* **DATA**
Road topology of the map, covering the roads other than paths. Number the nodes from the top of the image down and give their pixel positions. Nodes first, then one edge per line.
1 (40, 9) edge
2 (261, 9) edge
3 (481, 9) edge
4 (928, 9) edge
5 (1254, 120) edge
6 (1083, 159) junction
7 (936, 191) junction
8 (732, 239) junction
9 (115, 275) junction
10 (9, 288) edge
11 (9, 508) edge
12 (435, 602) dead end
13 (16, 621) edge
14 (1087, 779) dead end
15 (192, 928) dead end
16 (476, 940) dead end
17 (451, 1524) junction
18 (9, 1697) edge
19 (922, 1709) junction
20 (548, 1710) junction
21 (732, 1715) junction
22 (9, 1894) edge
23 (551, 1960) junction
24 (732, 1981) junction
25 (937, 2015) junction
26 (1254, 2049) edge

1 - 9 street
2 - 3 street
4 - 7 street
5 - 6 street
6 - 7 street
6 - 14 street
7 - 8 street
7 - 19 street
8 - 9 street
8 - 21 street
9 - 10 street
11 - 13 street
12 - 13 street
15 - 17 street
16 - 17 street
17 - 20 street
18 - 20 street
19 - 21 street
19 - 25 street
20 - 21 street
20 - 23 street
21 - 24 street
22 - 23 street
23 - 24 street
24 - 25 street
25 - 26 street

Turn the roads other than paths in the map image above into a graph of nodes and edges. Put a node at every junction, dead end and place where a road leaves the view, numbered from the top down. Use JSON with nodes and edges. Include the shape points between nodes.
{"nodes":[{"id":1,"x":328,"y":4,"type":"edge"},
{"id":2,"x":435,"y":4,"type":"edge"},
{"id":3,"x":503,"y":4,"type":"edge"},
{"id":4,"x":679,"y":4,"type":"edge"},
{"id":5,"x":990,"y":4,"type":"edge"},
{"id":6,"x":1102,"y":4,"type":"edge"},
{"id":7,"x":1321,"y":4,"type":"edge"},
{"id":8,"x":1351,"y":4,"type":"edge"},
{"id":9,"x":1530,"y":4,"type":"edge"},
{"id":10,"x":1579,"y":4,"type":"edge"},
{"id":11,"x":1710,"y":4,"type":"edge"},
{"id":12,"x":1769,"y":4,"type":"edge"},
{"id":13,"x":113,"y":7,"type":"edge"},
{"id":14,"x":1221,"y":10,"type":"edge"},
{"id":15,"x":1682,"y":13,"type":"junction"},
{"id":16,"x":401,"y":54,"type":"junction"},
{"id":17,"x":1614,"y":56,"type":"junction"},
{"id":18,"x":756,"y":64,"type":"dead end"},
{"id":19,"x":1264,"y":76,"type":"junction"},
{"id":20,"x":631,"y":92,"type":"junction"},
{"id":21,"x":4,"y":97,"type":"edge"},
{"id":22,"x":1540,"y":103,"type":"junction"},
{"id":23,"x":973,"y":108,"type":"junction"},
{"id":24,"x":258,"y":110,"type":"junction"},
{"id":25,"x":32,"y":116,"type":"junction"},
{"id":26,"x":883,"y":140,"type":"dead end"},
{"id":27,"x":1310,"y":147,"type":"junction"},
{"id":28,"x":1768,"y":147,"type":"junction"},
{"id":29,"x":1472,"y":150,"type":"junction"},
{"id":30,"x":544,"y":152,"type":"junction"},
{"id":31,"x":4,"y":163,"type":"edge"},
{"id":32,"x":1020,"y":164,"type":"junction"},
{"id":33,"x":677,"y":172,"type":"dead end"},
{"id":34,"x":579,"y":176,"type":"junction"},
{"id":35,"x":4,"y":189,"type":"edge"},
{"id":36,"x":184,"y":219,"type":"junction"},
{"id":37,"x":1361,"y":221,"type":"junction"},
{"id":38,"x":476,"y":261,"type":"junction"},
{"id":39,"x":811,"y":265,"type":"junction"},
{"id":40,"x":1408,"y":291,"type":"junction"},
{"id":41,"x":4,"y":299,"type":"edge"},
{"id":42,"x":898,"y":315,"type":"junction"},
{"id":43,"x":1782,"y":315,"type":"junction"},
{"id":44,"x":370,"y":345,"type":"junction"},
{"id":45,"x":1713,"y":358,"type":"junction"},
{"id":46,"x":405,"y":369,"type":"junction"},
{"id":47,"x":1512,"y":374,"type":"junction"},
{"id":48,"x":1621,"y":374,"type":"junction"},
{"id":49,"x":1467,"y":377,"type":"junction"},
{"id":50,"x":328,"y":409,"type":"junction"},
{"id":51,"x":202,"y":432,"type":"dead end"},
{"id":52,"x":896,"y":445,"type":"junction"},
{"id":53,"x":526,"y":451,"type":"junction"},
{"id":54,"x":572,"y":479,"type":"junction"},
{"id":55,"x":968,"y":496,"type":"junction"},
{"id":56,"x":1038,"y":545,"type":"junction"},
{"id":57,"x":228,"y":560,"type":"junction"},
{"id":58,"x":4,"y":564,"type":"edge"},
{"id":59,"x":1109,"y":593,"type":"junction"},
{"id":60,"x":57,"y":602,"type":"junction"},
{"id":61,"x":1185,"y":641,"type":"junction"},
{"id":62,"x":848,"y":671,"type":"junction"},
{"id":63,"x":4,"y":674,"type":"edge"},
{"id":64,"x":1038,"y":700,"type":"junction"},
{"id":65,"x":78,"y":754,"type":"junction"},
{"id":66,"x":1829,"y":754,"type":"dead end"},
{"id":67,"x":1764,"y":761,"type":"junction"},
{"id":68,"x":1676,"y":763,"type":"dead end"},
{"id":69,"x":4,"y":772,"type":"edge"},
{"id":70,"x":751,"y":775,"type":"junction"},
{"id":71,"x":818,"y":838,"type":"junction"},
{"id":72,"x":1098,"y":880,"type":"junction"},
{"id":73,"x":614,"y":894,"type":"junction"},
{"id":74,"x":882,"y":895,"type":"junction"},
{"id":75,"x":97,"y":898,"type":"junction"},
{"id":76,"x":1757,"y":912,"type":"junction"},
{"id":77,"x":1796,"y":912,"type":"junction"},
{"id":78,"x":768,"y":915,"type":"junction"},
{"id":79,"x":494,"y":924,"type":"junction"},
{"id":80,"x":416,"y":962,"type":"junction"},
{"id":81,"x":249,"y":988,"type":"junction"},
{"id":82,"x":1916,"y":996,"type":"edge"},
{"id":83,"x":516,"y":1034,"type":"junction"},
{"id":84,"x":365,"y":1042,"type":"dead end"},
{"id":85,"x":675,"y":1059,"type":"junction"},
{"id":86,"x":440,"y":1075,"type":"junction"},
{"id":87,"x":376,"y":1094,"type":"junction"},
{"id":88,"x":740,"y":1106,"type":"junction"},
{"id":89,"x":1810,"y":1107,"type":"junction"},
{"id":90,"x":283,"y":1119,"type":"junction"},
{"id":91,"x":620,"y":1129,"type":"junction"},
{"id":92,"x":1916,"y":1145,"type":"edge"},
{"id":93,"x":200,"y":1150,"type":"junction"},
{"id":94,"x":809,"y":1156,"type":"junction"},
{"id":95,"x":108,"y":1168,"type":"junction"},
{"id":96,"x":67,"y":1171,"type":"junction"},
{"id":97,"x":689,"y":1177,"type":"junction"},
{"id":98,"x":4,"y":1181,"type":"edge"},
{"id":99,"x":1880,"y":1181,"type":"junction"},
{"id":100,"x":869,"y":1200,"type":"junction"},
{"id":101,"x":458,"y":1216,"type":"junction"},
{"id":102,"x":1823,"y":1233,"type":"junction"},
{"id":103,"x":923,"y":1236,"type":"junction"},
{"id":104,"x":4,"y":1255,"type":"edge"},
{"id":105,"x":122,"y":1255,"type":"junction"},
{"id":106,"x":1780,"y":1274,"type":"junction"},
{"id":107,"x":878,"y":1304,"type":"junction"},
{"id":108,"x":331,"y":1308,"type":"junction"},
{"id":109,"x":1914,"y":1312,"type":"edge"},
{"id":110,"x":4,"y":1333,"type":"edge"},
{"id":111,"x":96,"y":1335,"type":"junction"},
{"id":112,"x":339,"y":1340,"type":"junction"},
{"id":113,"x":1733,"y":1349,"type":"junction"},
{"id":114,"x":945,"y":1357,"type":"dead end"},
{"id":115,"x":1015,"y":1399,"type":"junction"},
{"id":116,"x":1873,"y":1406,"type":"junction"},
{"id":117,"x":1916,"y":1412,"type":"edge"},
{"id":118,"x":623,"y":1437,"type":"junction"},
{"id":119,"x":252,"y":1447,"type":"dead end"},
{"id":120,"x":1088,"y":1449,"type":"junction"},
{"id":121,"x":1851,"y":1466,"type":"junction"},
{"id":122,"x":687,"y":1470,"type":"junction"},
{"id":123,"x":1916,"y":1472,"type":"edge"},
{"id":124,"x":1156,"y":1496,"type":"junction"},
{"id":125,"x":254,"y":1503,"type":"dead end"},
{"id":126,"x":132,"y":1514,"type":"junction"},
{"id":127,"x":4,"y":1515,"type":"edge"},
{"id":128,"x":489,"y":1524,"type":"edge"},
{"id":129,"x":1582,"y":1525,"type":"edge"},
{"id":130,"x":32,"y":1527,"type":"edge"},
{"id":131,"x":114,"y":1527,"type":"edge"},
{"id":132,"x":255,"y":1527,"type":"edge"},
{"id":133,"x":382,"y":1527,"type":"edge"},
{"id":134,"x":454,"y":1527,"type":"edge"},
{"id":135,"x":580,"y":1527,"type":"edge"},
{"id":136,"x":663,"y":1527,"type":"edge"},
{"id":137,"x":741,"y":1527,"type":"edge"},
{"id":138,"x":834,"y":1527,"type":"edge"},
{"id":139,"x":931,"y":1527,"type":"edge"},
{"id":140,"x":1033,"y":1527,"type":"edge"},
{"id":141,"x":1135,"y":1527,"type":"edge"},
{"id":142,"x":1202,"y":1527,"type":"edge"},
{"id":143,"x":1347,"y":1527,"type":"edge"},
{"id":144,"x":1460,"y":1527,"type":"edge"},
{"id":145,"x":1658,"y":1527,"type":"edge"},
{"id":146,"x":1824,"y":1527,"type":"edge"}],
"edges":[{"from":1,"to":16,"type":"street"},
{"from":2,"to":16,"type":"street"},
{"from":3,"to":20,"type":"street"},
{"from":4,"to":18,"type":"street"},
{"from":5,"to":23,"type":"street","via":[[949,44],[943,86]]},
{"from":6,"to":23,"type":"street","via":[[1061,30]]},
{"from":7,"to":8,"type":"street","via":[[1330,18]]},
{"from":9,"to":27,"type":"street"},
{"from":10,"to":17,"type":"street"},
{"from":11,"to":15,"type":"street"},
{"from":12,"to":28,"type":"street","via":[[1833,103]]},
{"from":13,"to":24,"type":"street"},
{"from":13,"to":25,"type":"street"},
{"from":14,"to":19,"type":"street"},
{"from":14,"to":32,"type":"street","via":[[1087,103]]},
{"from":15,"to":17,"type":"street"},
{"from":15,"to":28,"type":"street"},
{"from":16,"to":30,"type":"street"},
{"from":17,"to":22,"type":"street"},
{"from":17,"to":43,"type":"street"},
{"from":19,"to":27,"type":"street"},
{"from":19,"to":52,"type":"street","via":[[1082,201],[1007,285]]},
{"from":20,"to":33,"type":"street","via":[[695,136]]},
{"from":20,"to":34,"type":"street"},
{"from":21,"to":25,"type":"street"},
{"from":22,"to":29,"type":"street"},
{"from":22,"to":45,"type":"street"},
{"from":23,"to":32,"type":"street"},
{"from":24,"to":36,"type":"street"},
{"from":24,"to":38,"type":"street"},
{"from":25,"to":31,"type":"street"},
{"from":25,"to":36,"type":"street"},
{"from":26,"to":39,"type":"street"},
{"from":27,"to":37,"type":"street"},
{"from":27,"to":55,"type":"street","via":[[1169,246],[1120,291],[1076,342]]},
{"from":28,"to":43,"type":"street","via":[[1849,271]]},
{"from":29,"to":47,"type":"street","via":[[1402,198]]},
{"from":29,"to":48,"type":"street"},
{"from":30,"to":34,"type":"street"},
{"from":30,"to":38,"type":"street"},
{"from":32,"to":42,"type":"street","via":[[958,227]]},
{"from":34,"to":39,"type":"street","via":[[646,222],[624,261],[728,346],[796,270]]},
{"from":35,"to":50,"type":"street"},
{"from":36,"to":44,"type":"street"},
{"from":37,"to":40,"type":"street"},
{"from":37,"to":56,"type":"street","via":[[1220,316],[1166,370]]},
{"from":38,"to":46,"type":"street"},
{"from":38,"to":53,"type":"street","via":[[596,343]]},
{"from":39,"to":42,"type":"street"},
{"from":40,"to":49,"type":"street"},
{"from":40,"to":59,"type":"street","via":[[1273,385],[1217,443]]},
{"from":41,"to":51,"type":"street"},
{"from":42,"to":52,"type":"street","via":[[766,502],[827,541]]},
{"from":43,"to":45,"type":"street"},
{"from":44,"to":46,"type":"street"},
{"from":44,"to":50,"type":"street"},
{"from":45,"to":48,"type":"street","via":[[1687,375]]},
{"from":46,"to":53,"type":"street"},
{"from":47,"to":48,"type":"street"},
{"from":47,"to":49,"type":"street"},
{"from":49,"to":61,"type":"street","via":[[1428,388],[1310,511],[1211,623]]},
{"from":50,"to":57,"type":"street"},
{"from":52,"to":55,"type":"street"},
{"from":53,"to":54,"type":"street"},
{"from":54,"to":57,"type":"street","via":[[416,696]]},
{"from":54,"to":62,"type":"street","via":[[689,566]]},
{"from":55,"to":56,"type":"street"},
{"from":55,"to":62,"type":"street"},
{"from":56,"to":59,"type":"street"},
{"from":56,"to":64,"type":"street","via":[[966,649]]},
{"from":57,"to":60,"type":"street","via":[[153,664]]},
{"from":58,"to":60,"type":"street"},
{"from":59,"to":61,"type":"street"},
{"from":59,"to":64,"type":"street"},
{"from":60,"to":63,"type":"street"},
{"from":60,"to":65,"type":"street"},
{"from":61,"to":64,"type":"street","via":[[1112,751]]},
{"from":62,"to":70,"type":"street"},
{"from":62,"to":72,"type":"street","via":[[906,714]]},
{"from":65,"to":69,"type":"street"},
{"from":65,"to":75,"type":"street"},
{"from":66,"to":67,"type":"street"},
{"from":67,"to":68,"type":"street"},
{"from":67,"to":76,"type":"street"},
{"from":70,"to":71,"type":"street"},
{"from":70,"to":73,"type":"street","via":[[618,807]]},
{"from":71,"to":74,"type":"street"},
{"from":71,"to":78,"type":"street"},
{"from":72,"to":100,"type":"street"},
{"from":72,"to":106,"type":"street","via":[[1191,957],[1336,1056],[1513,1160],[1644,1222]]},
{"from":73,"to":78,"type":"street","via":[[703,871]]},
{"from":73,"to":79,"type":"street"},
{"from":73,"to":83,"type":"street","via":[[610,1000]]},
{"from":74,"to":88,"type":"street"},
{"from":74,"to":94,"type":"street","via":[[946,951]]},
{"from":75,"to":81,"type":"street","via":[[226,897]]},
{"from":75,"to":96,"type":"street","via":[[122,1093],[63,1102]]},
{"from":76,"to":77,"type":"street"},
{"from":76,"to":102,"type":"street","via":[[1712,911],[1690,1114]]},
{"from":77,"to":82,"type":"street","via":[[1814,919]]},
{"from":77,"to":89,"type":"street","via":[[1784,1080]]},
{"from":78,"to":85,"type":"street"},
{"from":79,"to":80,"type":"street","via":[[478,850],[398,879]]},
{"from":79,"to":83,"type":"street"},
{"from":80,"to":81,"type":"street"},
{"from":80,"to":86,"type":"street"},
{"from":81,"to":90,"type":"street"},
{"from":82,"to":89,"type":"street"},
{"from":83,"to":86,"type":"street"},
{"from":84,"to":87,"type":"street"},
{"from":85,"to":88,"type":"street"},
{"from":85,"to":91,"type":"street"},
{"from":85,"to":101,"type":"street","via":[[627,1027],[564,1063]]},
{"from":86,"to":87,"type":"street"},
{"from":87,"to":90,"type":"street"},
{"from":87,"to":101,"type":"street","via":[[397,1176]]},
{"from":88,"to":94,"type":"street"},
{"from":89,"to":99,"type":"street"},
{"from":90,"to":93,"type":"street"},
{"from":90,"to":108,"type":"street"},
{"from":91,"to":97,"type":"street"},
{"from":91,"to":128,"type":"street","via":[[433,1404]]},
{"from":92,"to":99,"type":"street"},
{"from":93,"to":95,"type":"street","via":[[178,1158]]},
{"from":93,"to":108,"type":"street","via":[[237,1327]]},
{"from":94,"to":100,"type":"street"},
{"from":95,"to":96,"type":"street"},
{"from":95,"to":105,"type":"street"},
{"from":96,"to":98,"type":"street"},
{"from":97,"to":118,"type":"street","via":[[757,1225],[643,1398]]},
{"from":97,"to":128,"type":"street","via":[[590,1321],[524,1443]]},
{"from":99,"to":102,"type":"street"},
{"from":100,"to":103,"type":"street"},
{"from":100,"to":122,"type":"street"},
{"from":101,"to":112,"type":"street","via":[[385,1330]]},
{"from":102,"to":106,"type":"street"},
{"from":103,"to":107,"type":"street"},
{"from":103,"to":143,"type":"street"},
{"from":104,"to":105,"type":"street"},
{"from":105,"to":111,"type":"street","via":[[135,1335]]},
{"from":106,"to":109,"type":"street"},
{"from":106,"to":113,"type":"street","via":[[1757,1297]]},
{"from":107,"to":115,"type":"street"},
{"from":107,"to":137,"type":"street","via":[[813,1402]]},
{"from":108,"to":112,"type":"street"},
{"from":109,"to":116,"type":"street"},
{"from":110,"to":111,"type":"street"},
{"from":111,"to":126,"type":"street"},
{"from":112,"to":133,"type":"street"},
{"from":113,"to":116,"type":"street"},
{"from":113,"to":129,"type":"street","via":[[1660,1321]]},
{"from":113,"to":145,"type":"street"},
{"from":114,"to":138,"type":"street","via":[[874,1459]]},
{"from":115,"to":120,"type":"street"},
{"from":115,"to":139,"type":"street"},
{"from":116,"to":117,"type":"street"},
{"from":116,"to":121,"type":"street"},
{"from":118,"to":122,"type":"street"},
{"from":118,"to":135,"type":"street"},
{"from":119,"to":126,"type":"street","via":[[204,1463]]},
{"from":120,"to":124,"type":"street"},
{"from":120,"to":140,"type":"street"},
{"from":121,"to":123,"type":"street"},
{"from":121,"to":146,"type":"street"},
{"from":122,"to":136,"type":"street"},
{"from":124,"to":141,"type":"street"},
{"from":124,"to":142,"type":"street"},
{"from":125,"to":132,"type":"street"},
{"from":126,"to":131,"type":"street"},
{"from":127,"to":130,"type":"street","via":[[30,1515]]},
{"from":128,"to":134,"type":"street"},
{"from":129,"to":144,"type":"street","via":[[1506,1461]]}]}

* **WHAT YOU SHOULD DO**
Exactly how many lines in the data above contain the word "than"? Respond with the number and nothing more.

* **YOUR RESPONSE**
2